Dataset entries
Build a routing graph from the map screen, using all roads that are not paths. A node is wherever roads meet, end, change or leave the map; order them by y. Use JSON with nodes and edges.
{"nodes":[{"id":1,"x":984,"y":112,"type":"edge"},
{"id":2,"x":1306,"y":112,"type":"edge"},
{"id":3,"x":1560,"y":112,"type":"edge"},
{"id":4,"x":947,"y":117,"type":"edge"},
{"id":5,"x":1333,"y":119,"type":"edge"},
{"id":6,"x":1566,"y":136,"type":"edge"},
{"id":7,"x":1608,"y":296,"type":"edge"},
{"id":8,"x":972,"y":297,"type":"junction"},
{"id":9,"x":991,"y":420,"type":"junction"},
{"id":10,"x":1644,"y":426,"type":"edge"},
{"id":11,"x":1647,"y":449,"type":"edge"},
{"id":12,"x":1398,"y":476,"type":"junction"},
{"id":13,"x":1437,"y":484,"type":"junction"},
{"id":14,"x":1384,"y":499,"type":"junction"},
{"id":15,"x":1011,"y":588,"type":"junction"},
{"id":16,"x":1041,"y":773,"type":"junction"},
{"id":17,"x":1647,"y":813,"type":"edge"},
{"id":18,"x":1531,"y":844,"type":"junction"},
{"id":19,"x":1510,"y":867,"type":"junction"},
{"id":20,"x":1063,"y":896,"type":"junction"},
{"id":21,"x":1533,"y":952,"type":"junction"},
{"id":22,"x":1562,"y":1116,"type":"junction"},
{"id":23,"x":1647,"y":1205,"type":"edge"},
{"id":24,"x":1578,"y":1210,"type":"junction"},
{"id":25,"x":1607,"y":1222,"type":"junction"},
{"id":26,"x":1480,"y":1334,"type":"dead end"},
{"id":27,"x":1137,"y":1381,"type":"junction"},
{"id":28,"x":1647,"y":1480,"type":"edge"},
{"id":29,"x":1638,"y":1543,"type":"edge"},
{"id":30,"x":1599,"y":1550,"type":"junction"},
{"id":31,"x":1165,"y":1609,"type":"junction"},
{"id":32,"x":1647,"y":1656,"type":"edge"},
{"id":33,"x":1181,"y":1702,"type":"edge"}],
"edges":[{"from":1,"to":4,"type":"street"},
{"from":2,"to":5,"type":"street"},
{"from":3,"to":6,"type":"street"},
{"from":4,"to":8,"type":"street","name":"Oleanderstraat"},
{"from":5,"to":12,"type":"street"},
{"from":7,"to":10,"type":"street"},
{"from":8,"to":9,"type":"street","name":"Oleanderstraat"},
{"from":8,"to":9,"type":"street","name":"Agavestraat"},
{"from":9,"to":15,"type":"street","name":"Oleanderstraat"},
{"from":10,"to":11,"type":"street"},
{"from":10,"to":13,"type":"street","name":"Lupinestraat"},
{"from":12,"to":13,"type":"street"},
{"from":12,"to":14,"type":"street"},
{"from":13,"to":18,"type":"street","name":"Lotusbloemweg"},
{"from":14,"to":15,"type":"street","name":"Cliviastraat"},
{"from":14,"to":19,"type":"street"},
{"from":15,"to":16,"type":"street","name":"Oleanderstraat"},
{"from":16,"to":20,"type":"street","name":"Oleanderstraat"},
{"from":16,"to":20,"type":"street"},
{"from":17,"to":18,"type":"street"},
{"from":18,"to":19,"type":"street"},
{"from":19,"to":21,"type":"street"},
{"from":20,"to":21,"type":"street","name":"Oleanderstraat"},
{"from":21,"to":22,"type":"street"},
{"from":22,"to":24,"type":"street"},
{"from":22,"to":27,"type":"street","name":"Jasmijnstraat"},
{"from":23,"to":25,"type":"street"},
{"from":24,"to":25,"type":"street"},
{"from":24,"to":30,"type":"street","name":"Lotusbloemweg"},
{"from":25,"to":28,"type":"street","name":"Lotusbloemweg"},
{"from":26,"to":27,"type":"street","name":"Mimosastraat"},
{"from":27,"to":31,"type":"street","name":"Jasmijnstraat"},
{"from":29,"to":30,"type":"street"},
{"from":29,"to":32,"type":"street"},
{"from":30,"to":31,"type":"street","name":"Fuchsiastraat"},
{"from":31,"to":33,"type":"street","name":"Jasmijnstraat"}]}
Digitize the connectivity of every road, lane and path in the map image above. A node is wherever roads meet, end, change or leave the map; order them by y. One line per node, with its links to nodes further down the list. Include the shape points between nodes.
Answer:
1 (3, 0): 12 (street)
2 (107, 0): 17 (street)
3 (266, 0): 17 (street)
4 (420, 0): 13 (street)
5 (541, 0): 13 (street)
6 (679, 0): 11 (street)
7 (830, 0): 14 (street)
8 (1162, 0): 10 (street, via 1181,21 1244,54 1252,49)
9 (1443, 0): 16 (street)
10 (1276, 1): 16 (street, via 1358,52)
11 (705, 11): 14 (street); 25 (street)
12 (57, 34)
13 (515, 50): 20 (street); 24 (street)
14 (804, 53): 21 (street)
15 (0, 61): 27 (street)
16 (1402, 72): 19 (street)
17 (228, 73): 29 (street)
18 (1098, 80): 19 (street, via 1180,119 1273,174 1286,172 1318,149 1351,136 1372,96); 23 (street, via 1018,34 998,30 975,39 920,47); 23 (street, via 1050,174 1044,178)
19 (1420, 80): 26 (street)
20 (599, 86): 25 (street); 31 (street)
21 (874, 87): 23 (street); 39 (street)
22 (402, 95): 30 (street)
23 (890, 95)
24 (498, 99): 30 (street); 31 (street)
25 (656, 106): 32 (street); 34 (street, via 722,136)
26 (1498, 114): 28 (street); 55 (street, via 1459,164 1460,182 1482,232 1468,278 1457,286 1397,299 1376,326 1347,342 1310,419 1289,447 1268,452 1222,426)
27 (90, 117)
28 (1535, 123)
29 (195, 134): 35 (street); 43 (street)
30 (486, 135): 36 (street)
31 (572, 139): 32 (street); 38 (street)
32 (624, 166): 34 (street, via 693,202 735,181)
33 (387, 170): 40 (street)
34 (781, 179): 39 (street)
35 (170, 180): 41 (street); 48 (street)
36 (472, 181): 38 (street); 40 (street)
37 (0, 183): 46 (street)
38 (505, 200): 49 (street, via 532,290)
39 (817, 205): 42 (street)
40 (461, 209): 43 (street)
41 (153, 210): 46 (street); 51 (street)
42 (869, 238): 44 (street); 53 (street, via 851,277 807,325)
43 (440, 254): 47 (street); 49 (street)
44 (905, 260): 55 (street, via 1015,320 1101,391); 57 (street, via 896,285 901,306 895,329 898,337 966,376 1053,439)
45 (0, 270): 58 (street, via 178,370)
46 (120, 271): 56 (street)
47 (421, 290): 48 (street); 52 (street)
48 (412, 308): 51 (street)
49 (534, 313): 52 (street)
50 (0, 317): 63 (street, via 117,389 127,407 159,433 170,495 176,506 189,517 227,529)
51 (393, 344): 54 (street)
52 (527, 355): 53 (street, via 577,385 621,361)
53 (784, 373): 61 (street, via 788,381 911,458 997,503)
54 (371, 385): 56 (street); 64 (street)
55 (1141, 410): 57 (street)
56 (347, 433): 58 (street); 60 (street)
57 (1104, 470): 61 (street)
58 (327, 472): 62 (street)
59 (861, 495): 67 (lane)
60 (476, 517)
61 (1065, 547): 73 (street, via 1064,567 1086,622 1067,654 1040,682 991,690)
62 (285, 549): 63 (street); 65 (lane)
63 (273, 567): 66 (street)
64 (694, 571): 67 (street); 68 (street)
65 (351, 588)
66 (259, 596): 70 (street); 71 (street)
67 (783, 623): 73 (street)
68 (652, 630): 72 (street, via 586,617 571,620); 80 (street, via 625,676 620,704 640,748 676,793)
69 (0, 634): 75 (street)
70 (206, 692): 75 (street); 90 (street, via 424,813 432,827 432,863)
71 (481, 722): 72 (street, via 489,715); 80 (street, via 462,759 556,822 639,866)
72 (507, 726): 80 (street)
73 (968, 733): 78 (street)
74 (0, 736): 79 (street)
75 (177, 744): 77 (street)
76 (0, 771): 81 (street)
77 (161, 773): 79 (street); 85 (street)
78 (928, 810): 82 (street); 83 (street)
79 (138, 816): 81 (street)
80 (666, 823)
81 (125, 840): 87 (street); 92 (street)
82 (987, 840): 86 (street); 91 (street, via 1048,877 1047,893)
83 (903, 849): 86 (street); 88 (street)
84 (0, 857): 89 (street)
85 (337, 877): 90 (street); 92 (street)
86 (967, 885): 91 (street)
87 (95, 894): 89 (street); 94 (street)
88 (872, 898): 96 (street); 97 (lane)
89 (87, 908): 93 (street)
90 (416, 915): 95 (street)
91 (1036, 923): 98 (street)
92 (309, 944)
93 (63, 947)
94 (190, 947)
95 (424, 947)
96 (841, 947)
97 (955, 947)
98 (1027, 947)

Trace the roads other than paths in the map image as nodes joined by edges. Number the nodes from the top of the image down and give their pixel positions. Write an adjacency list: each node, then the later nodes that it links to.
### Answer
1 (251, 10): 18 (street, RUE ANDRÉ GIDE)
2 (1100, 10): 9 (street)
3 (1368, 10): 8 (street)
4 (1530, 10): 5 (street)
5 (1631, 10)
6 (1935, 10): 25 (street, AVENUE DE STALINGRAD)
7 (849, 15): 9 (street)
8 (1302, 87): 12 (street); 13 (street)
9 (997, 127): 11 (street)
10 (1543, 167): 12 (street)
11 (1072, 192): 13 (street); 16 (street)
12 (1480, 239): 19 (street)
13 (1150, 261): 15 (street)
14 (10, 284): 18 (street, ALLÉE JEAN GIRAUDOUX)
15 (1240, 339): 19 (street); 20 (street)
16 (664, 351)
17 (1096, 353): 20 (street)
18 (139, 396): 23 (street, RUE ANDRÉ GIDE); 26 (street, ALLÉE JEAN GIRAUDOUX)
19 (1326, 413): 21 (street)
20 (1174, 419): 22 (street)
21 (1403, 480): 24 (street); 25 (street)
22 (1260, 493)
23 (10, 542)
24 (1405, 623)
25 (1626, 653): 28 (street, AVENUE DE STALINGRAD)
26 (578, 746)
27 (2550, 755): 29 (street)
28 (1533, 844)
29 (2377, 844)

§ WORK TO BE COMPLETED: Return every line from the records above that holds the word "Oleanderstraat".

§ ANSWER TO THE PROBLEM:
{"from":4,"to":8,"type":"street","name":"Oleanderstraat"},
{"from":8,"to":9,"type":"street","name":"Oleanderstraat"},
{"from":9,"to":15,"type":"street","name":"Oleanderstraat"},
{"from":15,"to":16,"type":"street","name":"Oleanderstraat"},
{"from":16,"to":20,"type":"street","name":"Oleanderstraat"},
{"from":20,"to":21,"type":"street","name":"Oleanderstraat"},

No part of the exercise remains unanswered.